**Exercise details:**
Restate the whole listing word for word, missing no line.

**Dataset content:**
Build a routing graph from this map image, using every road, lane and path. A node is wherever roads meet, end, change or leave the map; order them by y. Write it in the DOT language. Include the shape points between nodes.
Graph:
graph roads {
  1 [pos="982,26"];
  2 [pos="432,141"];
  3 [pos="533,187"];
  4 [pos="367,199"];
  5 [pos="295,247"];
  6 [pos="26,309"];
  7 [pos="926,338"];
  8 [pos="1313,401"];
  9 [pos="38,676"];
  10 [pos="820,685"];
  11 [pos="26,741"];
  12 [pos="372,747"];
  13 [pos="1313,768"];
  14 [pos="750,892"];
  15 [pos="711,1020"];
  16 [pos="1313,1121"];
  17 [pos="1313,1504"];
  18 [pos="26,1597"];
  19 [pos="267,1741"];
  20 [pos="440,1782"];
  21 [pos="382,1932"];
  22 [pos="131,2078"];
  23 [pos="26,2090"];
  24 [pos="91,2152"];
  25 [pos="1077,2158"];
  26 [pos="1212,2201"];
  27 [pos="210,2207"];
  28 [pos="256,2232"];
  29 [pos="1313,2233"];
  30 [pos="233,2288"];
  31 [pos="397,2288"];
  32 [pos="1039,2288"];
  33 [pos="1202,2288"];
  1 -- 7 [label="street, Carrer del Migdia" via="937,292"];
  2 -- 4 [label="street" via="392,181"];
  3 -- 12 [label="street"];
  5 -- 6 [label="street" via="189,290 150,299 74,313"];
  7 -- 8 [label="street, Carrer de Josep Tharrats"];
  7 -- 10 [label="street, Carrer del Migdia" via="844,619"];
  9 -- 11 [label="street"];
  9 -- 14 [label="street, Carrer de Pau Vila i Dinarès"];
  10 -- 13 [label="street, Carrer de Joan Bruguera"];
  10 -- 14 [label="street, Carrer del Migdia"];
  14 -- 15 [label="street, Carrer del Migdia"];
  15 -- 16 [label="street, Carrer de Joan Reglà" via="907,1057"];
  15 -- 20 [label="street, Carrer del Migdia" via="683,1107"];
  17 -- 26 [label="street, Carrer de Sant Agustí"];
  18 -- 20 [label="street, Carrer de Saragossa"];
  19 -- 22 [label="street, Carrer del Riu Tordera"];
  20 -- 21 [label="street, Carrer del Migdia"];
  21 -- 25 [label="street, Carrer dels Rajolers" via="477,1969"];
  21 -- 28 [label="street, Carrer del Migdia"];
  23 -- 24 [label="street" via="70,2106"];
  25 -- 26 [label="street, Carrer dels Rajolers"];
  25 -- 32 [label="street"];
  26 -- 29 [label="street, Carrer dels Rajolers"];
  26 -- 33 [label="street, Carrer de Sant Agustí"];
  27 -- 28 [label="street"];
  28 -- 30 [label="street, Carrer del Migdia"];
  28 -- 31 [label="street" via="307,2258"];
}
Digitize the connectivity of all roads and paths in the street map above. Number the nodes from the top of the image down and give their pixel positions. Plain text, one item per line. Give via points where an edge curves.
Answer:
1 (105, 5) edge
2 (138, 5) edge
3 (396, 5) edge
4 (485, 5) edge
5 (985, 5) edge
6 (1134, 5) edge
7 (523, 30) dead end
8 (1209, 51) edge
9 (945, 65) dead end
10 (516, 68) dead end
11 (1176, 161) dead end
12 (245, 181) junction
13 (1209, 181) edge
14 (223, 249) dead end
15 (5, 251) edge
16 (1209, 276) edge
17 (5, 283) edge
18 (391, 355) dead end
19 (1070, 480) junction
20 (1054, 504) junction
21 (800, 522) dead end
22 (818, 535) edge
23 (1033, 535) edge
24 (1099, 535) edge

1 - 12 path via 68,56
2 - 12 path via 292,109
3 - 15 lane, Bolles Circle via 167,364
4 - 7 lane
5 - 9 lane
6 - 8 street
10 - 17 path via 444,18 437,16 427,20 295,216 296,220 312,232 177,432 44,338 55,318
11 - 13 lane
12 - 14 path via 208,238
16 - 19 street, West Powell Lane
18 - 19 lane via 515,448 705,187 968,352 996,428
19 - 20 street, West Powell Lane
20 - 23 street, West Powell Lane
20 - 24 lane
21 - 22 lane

**Answer section:**
Build a routing graph from this map image, using every road, lane and path. A node is wherever roads meet, end, change or leave the map; order them by y. Write it in the DOT language. Include the shape points between nodes.
Graph:
graph roads {
  1 [pos="982,26"];
  2 [pos="432,141"];
  3 [pos="533,187"];
  4 [pos="367,199"];
  5 [pos="295,247"];
  6 [pos="26,309"];
  7 [pos="926,338"];
  8 [pos="1313,401"];
  9 [pos="38,676"];
  10 [pos="820,685"];
  11 [pos="26,741"];
  12 [pos="372,747"];
  13 [pos="1313,768"];
  14 [pos="750,892"];
  15 [pos="711,1020"];
  16 [pos="1313,1121"];
  17 [pos="1313,1504"];
  18 [pos="26,1597"];
  19 [pos="267,1741"];
  20 [pos="440,1782"];
  21 [pos="382,1932"];
  22 [pos="131,2078"];
  23 [pos="26,2090"];
  24 [pos="91,2152"];
  25 [pos="1077,2158"];
  26 [pos="1212,2201"];
  27 [pos="210,2207"];
  28 [pos="256,2232"];
  29 [pos="1313,2233"];
  30 [pos="233,2288"];
  31 [pos="397,2288"];
  32 [pos="1039,2288"];
  33 [pos="1202,2288"];
  1 -- 7 [label="street, Carrer del Migdia" via="937,292"];
  2 -- 4 [label="street" via="392,181"];
  3 -- 12 [label="street"];
  5 -- 6 [label="street" via="189,290 150,299 74,313"];
  7 -- 8 [label="street, Carrer de Josep Tharrats"];
  7 -- 10 [label="street, Carrer del Migdia" via="844,619"];
  9 -- 11 [label="street"];
  9 -- 14 [label="street, Carrer de Pau Vila i Dinarès"];
  10 -- 13 [label="street, Carrer de Joan Bruguera"];
  10 -- 14 [label="street, Carrer del Migdia"];
  14 -- 15 [label="street, Carrer del Migdia"];
  15 -- 16 [label="street, Carrer de Joan Reglà" via="907,1057"];
  15 -- 20 [label="street, Carrer del Migdia" via="683,1107"];
  17 -- 26 [label="street, Carrer de Sant Agustí"];
  18 -- 20 [label="street, Carrer de Saragossa"];
  19 -- 22 [label="street, Carrer del Riu Tordera"];
  20 -- 21 [label="street, Carrer del Migdia"];
  21 -- 25 [label="street, Carrer dels Rajolers" via="477,1969"];
  21 -- 28 [label="street, Carrer del Migdia"];
  23 -- 24 [label="street" via="70,2106"];
  25 -- 26 [label="street, Carrer dels Rajolers"];
  25 -- 32 [label="street"];
  26 -- 29 [label="street, Carrer dels Rajolers"];
  26 -- 33 [label="street, Carrer de Sant Agustí"];
  27 -- 28 [label="street"];
  28 -- 30 [label="street, Carrer del Migdia"];
  28 -- 31 [label="street" via="307,2258"];
}
Digitize the connectivity of all roads and paths in the street map above. Number the nodes from the top of the image down and give their pixel positions. Plain text, one item per line. Give via points where an edge curves.
Answer:
1 (105, 5) edge
2 (138, 5) edge
3 (396, 5) edge
4 (485, 5) edge
5 (985, 5) edge
6 (1134, 5) edge
7 (523, 30) dead end
8 (1209, 51) edge
9 (945, 65) dead end
10 (516, 68) dead end
11 (1176, 161) dead end
12 (245, 181) junction
13 (1209, 181) edge
14 (223, 249) dead end
15 (5, 251) edge
16 (1209, 276) edge
17 (5, 283) edge
18 (391, 355) dead end
19 (1070, 480) junction
20 (1054, 504) junction
21 (800, 522) dead end
22 (818, 535) edge
23 (1033, 535) edge
24 (1099, 535) edge

1 - 12 path via 68,56
2 - 12 path via 292,109
3 - 15 lane, Bolles Circle via 167,364
4 - 7 lane
5 - 9 lane
6 - 8 street
10 - 17 path via 444,18 437,16 427,20 295,216 296,220 312,232 177,432 44,338 55,318
11 - 13 lane
12 - 14 path via 208,238
16 - 19 street, West Powell Lane
18 - 19 lane via 515,448 705,187 968,352 996,428
19 - 20 street, West Powell Lane
20 - 23 street, West Powell Lane
20 - 24 lane
21 - 22 lane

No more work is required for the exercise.